Freedom New Mexico
After scaling back ambitious plans to cap and effectively tax greenhouse emissions in nearly every industry, Senate Democrats last week conceded they couldn’t get the necessary 60 votes to pass even a bill to regulate only electric utilities.
The failure to impose a cap-and-trade regimen before the August recess is a major loss for the Obama administration, which deemed the bill necessary to fulfill the president’s campaign pledge to heal a “planet in peril.” Unlike health care, financial regulations and massive federal bailouts, there simply weren’t votes enough to push through what would be an extremely costly burden on the energy-using public.
Senate Majority Leader Harry Reid blamed Republicans, not a single one of whom would cross the aisle. But Reid also had defections within his own party as the cost of aggressively restricting greenhouse emissions promised to be a campaign liability for Democrats hoping to save their jobs in November.
We’re pleased to see the death — at least for now — of this massive, unwarranted expansion of federal authority. Reid will continue to pursue a scaled-down bill dealing with the Gulf oil spill and some green initiatives. But for now the threat of massive government intervention in the name of fighting global warming has been beaten back.

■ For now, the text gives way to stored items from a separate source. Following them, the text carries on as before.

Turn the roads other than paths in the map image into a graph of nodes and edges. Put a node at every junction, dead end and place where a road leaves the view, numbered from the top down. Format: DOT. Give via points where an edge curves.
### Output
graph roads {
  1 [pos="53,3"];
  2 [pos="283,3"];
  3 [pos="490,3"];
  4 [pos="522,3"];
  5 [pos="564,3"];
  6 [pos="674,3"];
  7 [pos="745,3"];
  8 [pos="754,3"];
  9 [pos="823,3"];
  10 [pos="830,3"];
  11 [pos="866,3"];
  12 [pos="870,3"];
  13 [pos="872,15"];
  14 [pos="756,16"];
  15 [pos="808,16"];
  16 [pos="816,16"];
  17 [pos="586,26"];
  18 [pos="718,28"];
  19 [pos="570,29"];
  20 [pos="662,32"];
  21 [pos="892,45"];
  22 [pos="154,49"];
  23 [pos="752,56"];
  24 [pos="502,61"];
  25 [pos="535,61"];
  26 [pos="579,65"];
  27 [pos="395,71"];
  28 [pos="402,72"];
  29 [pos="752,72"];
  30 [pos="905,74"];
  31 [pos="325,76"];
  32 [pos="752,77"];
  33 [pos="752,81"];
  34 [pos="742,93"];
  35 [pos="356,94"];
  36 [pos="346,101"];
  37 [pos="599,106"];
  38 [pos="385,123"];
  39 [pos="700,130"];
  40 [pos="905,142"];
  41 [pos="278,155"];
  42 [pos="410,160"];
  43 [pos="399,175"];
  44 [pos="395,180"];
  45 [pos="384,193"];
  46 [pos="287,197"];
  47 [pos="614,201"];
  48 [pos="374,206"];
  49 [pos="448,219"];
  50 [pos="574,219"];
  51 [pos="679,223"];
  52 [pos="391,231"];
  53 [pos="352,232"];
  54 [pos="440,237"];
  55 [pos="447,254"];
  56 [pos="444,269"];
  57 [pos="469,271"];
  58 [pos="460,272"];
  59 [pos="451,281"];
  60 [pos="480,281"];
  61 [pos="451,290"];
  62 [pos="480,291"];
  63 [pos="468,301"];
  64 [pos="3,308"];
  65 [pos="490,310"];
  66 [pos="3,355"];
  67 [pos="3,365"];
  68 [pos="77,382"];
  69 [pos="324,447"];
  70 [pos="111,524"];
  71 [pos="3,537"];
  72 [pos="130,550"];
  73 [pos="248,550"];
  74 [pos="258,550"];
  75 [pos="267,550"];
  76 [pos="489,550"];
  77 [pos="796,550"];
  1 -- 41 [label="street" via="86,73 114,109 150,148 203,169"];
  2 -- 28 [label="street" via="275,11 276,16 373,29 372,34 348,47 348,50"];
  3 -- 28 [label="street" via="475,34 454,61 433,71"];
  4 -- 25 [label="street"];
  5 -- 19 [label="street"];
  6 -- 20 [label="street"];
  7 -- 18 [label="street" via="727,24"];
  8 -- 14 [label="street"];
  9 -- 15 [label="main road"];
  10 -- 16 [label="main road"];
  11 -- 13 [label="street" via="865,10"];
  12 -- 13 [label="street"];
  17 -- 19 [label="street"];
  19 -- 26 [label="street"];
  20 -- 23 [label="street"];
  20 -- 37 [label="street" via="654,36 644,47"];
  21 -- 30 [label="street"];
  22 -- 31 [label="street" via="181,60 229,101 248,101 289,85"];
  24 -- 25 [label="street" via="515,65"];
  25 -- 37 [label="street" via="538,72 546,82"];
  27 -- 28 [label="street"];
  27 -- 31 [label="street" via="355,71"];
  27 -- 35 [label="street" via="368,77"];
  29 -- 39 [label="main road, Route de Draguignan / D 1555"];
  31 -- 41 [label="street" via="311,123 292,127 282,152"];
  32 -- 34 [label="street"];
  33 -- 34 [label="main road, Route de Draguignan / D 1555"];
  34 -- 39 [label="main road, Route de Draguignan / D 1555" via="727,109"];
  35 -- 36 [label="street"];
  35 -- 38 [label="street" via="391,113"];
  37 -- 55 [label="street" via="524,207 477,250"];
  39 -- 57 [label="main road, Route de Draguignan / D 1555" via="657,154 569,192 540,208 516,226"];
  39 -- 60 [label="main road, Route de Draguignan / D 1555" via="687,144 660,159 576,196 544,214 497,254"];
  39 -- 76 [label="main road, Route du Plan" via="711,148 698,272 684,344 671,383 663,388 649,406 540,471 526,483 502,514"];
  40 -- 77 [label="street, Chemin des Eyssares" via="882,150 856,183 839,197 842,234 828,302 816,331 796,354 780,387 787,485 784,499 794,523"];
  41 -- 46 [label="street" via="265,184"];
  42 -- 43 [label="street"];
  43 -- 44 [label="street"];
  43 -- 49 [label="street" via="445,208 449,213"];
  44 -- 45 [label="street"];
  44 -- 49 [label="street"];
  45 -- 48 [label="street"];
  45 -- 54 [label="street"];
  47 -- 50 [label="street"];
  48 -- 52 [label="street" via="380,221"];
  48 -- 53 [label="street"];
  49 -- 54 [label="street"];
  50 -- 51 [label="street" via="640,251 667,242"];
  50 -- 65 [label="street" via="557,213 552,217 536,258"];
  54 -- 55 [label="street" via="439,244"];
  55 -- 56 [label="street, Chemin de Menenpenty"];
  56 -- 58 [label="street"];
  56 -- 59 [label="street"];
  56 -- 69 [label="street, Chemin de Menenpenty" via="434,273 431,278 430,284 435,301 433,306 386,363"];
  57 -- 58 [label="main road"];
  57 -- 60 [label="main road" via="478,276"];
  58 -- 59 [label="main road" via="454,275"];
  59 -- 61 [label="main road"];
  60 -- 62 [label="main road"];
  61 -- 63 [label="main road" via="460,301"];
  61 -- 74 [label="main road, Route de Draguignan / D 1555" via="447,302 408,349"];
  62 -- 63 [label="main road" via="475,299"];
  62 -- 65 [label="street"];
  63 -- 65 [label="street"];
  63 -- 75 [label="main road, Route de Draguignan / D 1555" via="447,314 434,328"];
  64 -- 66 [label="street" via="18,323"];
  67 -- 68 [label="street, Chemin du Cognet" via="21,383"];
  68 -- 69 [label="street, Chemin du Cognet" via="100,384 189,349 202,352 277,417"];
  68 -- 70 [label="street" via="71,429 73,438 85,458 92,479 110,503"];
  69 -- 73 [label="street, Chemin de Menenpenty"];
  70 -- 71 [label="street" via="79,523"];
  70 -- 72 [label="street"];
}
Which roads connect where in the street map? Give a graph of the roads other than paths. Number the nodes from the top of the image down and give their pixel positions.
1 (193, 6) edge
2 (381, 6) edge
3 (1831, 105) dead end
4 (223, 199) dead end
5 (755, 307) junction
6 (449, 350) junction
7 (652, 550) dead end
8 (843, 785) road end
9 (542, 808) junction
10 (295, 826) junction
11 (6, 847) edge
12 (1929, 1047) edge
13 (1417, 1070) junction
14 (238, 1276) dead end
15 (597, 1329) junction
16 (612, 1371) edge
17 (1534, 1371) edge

Last year, the House passed onerous cap-and-trade legislation to regulate greenhouse gas emissions on a wide scale. In the Senate, that approach gradually lost momentum, and effectively died in April when the lone Republican supporter, Sen. Lindsey Graham of South Carolina, abandoned the cause. Subsequently, Democrats pushed a scaled-back version, targeting utilities. Even that couldn’t muster sufficient support.
Support had waned as challenges mounted to the presumption that global warming poses a dire threat, and increasing questions were raised about how much, if at all, man has to do with it. At the same time, politicians began to calculate the effect at the polls of implementing a drastic “solution” — which itself may have had little real impact — to a questionable problem.
The battle isn’t over. There is the threat of a lame-duck Democratic Congress, during November-December, pushing through legislation with the aid of politicians with nothing to lose. And the White House still plans to impose greenhouse gas regulations by administrative fiat through the Environmental Protection Agency. For now, however, America has dodged the climate bullet.